(Stored data)
——

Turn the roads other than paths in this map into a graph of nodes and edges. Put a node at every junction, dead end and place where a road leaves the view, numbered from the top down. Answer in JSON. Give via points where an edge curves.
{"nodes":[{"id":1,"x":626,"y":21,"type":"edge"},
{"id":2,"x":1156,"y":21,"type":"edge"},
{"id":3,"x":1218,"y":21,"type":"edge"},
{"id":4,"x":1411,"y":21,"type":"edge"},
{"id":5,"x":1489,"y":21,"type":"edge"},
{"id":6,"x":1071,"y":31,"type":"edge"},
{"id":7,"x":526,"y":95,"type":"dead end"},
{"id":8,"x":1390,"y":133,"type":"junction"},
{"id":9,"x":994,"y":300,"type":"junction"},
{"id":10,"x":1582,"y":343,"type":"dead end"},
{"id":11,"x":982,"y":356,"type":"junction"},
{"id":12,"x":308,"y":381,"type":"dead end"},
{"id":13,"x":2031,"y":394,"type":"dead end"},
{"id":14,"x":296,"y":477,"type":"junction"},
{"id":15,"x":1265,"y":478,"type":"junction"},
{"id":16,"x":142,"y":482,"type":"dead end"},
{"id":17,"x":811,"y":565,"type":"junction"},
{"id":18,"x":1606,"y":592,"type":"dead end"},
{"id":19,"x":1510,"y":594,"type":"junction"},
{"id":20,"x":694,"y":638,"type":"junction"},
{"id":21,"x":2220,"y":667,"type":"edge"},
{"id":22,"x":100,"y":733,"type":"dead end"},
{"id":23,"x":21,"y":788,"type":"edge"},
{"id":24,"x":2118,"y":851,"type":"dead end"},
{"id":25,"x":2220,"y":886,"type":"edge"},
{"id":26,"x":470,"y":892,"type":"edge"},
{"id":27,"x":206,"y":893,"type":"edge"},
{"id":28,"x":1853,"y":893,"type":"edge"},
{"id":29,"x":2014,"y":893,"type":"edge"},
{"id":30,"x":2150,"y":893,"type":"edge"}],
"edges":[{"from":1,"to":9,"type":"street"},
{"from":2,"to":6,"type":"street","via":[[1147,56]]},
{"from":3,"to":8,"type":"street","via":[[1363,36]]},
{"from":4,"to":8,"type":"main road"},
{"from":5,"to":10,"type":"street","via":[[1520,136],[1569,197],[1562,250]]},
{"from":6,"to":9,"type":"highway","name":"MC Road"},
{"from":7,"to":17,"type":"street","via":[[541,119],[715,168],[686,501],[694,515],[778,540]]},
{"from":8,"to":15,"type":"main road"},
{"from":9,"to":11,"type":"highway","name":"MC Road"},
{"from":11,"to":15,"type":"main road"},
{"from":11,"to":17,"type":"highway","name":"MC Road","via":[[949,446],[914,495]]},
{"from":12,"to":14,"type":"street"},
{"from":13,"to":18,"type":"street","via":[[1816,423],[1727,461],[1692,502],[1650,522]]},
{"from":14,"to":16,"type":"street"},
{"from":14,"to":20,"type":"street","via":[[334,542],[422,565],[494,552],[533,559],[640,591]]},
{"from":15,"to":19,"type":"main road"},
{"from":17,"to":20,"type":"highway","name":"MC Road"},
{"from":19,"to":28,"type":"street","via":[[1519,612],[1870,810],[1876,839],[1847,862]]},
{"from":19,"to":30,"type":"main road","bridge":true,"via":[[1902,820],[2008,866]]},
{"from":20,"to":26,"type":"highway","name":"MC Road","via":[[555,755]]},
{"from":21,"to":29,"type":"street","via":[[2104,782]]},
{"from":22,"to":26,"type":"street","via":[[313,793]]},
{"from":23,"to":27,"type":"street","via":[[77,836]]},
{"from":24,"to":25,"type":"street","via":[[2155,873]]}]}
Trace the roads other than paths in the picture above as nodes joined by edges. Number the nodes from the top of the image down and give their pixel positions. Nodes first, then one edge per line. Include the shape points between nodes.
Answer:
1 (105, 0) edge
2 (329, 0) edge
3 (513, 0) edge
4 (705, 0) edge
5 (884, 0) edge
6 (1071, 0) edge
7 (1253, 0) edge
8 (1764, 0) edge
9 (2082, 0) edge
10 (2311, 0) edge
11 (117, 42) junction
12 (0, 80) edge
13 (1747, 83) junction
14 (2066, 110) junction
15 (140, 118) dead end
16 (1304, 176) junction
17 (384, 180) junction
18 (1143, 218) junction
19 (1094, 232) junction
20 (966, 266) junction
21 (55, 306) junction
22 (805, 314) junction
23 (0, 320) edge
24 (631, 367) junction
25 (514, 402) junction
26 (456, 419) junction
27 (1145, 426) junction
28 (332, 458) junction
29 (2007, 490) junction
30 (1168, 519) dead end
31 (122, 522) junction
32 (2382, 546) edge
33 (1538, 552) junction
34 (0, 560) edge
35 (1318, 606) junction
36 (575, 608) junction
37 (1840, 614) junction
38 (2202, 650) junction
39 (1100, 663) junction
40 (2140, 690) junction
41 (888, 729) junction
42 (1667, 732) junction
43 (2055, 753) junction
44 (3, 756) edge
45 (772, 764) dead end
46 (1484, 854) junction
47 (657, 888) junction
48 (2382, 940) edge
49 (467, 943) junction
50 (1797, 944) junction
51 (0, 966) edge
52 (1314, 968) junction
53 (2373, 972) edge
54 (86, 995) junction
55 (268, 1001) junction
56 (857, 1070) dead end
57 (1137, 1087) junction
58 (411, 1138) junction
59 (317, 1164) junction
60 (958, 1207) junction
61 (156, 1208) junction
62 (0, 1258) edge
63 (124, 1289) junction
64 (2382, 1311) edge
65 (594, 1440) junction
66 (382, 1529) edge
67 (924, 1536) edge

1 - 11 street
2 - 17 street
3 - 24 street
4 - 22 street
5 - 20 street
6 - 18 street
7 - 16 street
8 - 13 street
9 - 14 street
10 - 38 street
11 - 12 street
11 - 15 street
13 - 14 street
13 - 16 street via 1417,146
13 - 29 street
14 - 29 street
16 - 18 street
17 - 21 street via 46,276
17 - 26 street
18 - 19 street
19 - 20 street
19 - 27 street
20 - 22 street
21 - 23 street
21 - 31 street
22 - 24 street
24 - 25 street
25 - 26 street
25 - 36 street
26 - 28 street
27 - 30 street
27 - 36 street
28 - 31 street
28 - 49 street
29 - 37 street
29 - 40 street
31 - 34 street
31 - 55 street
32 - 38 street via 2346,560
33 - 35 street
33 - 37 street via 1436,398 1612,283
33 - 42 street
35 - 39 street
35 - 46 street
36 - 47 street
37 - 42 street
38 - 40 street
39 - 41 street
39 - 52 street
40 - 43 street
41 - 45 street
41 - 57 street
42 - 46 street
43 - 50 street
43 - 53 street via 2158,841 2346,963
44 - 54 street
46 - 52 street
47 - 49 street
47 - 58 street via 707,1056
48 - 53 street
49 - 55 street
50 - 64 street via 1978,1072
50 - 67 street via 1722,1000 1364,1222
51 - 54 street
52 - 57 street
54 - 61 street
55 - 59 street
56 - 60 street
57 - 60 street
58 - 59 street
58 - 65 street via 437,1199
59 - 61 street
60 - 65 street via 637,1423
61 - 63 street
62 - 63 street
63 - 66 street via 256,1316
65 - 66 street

——

PROBLEM TO SOLVE |
Where in the records does the string "roads" appear? Copy every line that has it.

ANSWER |
Turn the roads other than paths in this map into a graph of nodes and edges. Put a node at every junction, dead end and place where a road leaves the view, numbered from the top down. Answer in JSON. Give via points where an edge curves.
Trace the roads other than paths in the picture above as nodes joined by edges. Number the nodes from the top of the image down and give their pixel positions. Nodes first, then one edge per line. Include the shape points between nodes.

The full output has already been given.